#### ACTION ITEM:
Your reply should be made up of every line in the records below that holds the string "shop".

#### DATA FOR PROCESSING:
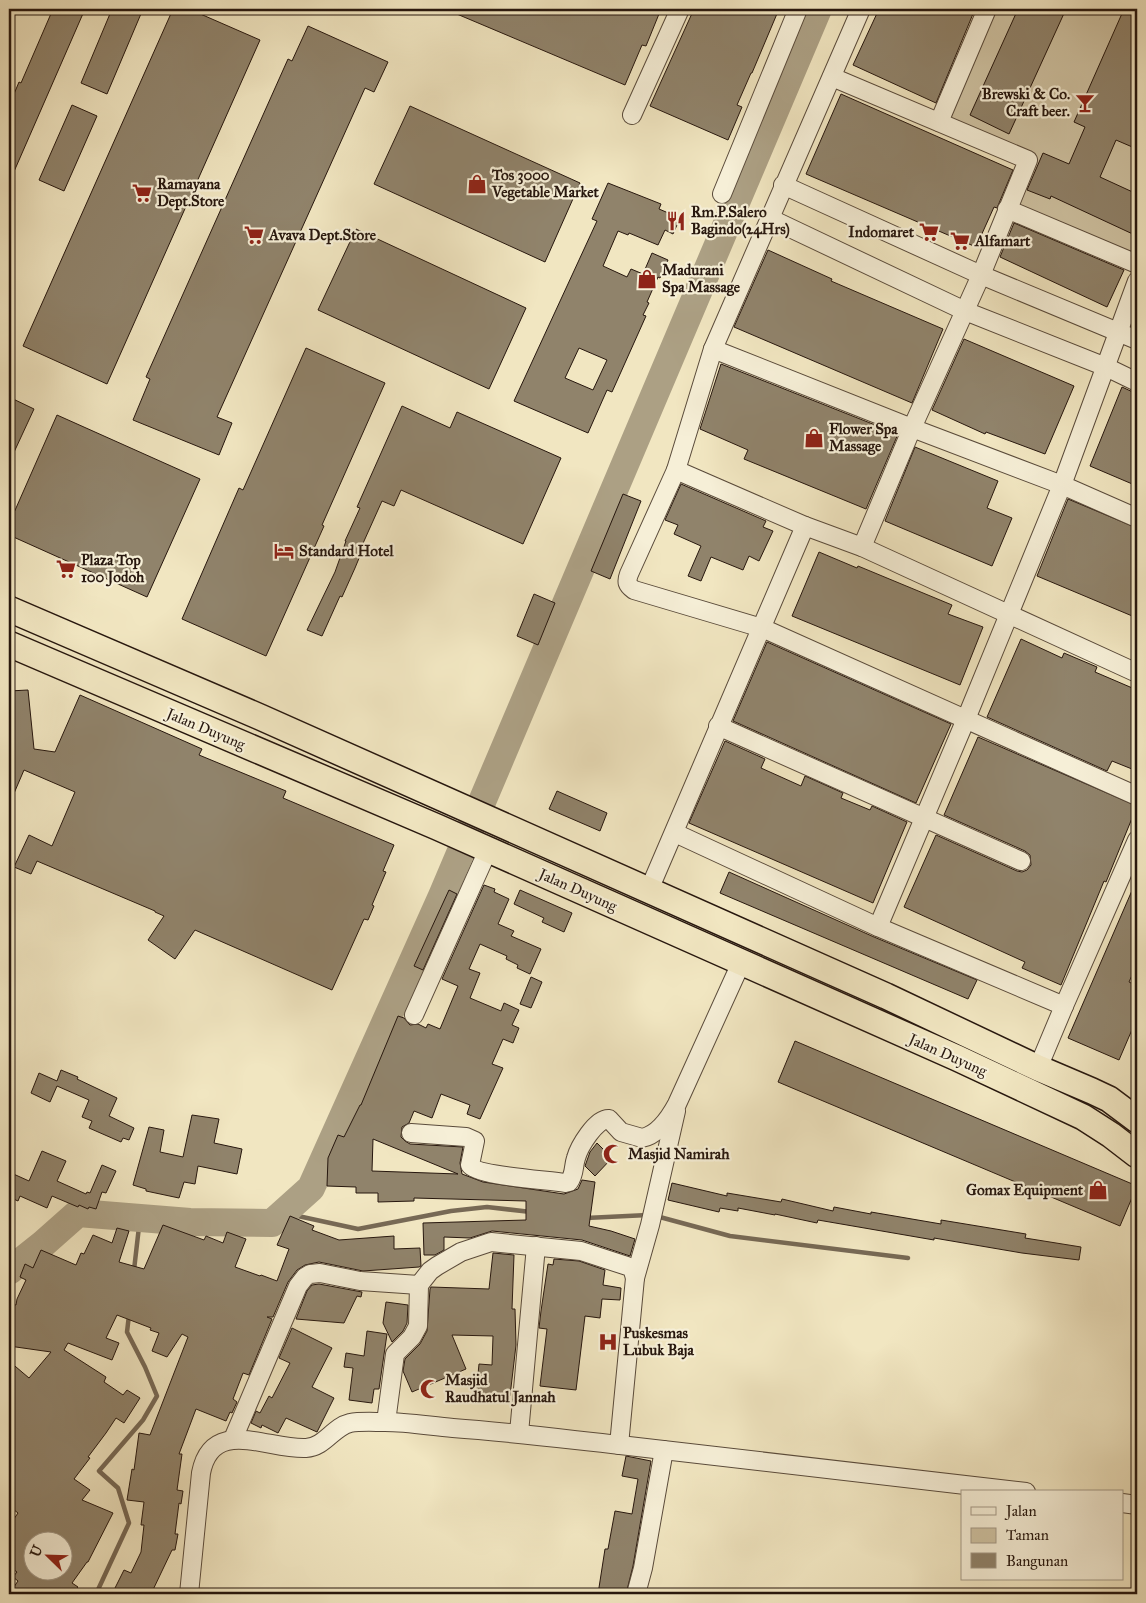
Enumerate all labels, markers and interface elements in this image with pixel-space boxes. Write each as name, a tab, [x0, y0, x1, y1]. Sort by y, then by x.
place label: Brewski & Co. Craft beer.	[982, 85, 1070, 120]
bar icon: Brewski & Co. Craft beer.	[1074, 92, 1096, 114]
place label: Tos 3000 Vegetable Market	[491, 166, 600, 202]
shop icon: Tos 3000 Vegetable Market	[466, 173, 488, 195]
place label: Ramayana Dept.Store	[157, 175, 225, 211]
supermarket icon: Ramayana Dept.Store	[131, 182, 153, 204]
place label: Rm.P.Salero Bagindo(24Hrs)	[691, 203, 790, 239]
restaurant icon: Rm.P.Salero Bagindo(24Hrs)	[665, 210, 687, 232]
supermarket icon: Indomaret	[918, 221, 940, 243]
place label: Indomaret	[848, 223, 915, 241]
supermarket icon: Avava Dept.Store	[243, 224, 265, 246]
place label: Avava Dept.Store	[268, 226, 377, 245]
supermarket icon: Alfamart	[949, 230, 971, 252]
place label: Alfamart	[974, 232, 1031, 250]
place label: Madurani Spa Massage	[662, 261, 741, 297]
shop icon: Madurani Spa Massage	[636, 268, 658, 290]
place label: Flower Spa Massage	[829, 420, 898, 456]
shop icon: Flower Spa Massage	[803, 427, 825, 449]
hotel icon: Standard Hotel	[273, 540, 295, 562]
place label: Standard Hotel	[299, 542, 395, 560]
place label: Plaza Top 100 Jodoh	[81, 551, 145, 587]
supermarket icon: Plaza Top 100 Jodoh	[55, 558, 77, 580]
street label: Jalan Duyung	[162, 704, 249, 755]
street label: Jalan Duyung	[534, 864, 621, 917]
street label: Jalan Duyung	[904, 1029, 991, 1082]
mosque icon: Masjid Namirah	[602, 1143, 624, 1165]
place label: Masjid Namirah	[628, 1145, 730, 1164]
shop icon: Gomax Equipment	[1087, 1179, 1109, 1201]
place label: Gomax Equipment	[966, 1181, 1084, 1200]
place label: Puskesmas Lubuk Baja	[623, 1324, 694, 1360]
hospital icon: Puskesmas Lubuk Baja	[597, 1331, 619, 1353]
place label: Masjid Raudhatul Jannah	[445, 1371, 556, 1407]
mosque icon: Masjid Raudhatul Jannah	[419, 1378, 441, 1400]
legend	[961, 1490, 1124, 1580]
text: Jalan	[1004, 1502, 1037, 1521]
text: Taman	[1006, 1526, 1049, 1544]
north arrow	[22, 1530, 72, 1580]
text: U	[27, 1542, 47, 1560]
text: Bangunan	[1006, 1552, 1068, 1570]

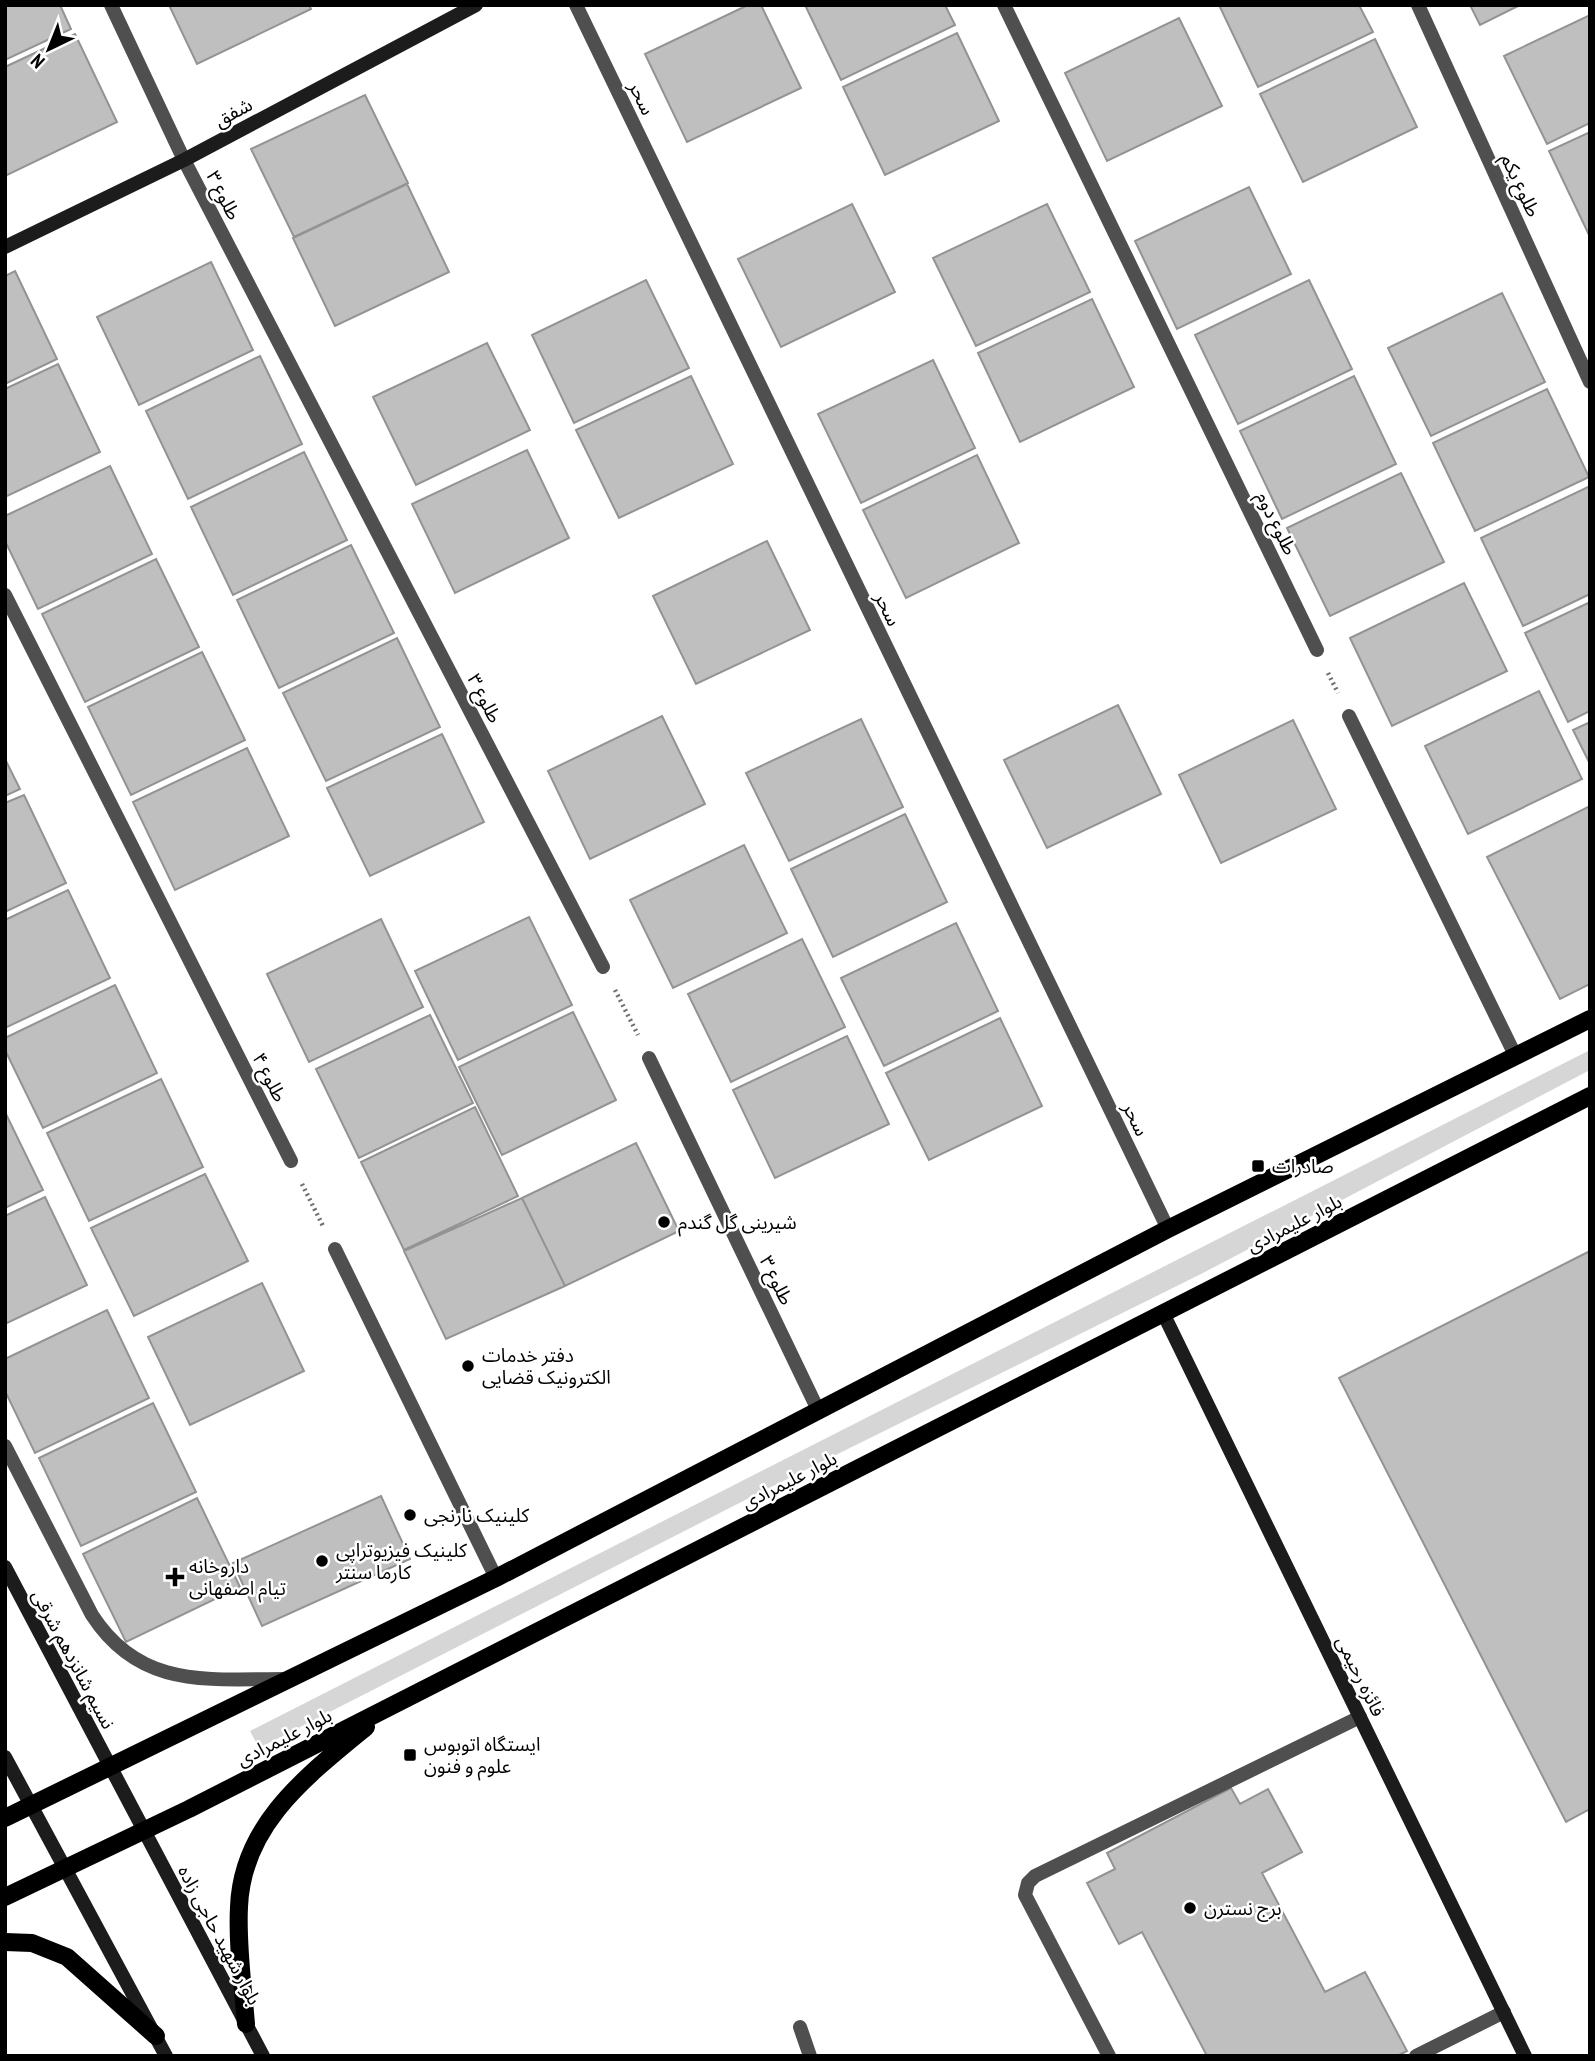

#### EXERCISE SOLUTION:
shop icon: Tos 3000 Vegetable Market	[466, 173, 488, 195]
shop icon: Madurani Spa Massage	[636, 268, 658, 290]
shop icon: Flower Spa Massage	[803, 427, 825, 449]
shop icon: Gomax Equipment	[1087, 1179, 1109, 1201]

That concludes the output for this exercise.